**Assigned task**
For this task, output every entry below exactly and omit the pictures.

Stored data entries
····················

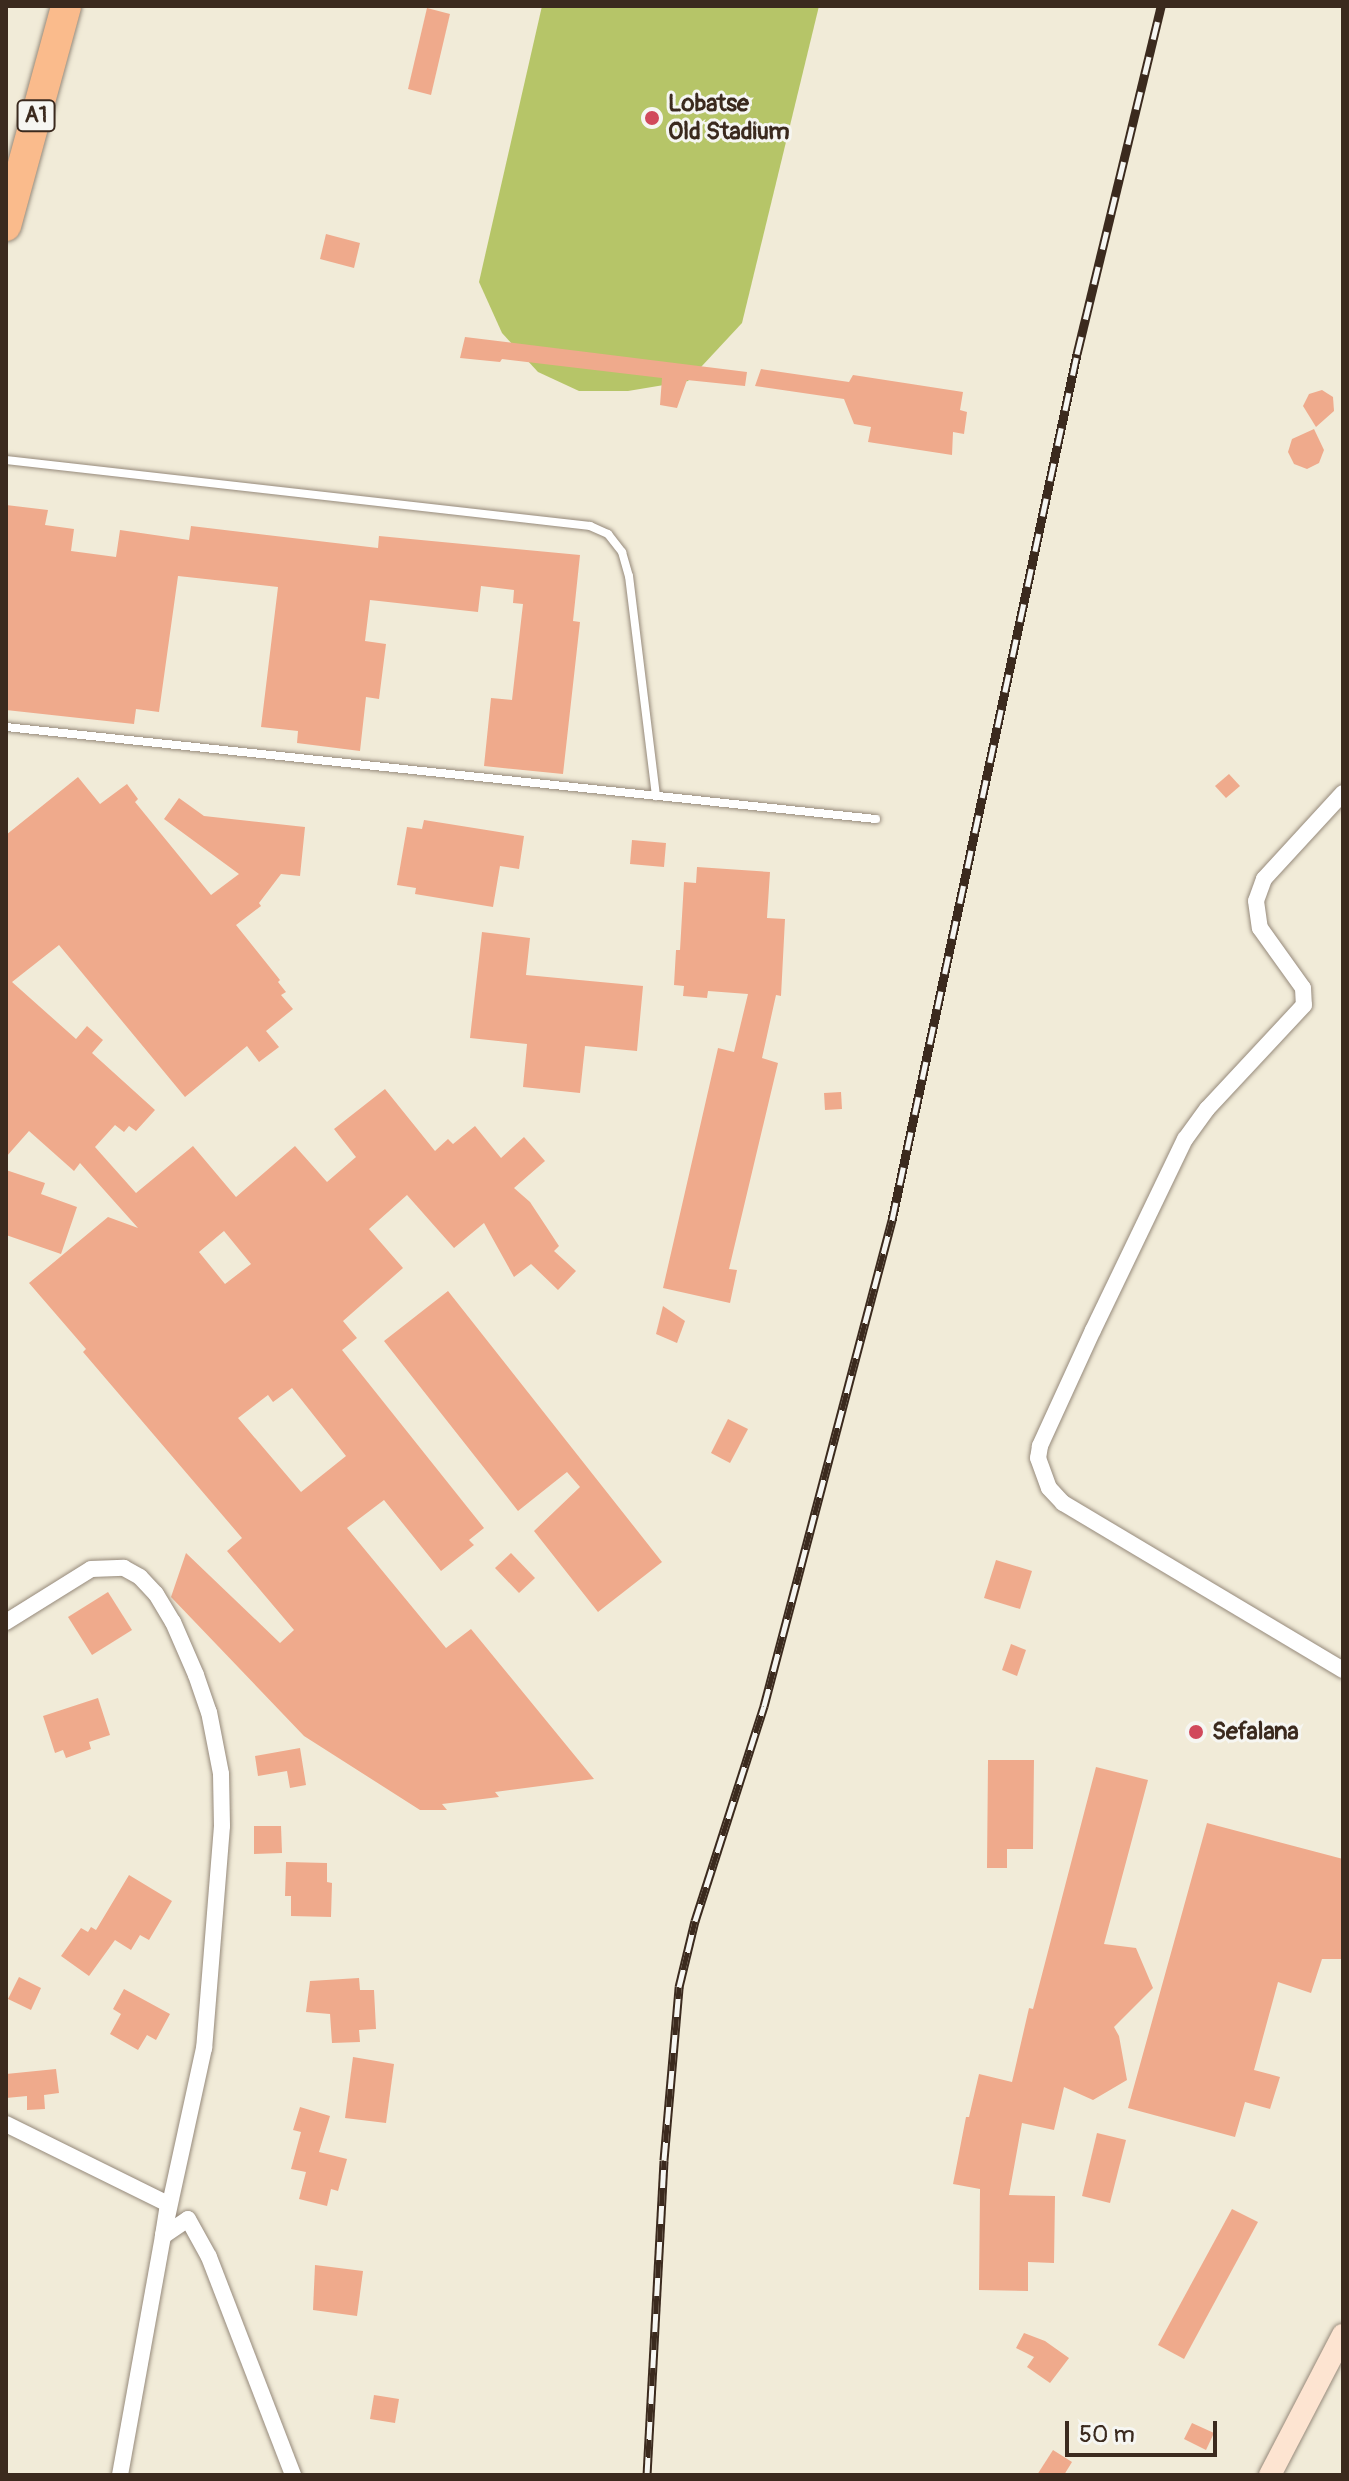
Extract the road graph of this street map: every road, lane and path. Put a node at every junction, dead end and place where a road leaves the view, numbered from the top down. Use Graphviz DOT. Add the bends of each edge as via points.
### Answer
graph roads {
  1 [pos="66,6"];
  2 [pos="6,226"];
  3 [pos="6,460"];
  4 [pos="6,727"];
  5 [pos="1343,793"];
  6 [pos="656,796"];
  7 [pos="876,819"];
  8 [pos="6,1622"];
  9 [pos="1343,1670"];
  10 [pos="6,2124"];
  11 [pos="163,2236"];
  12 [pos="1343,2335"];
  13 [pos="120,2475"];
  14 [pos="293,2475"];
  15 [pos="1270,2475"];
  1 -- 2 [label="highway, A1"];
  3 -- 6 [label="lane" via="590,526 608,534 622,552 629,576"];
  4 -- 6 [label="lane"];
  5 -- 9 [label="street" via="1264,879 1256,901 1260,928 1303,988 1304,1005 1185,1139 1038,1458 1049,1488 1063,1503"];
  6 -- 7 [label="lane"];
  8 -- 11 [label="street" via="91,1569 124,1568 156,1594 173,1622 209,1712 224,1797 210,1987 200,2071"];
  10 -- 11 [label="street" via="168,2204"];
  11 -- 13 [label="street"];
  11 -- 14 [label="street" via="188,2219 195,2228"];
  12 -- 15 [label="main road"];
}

····················

**Completed task**
Extract the road graph of this street map: every road, lane and path. Put a node at every junction, dead end and place where a road leaves the view, numbered from the top down. Use Graphviz DOT. Add the bends of each edge as via points.
### Answer
graph roads {
  1 [pos="66,6"];
  2 [pos="6,226"];
  3 [pos="6,460"];
  4 [pos="6,727"];
  5 [pos="1343,793"];
  6 [pos="656,796"];
  7 [pos="876,819"];
  8 [pos="6,1622"];
  9 [pos="1343,1670"];
  10 [pos="6,2124"];
  11 [pos="163,2236"];
  12 [pos="1343,2335"];
  13 [pos="120,2475"];
  14 [pos="293,2475"];
  15 [pos="1270,2475"];
  1 -- 2 [label="highway, A1"];
  3 -- 6 [label="lane" via="590,526 608,534 622,552 629,576"];
  4 -- 6 [label="lane"];
  5 -- 9 [label="street" via="1264,879 1256,901 1260,928 1303,988 1304,1005 1185,1139 1038,1458 1049,1488 1063,1503"];
  6 -- 7 [label="lane"];
  8 -- 11 [label="street" via="91,1569 124,1568 156,1594 173,1622 209,1712 224,1797 210,1987 200,2071"];
  10 -- 11 [label="street" via="168,2204"];
  11 -- 13 [label="street"];
  11 -- 14 [label="street" via="188,2219 195,2228"];
  12 -- 15 [label="main road"];
}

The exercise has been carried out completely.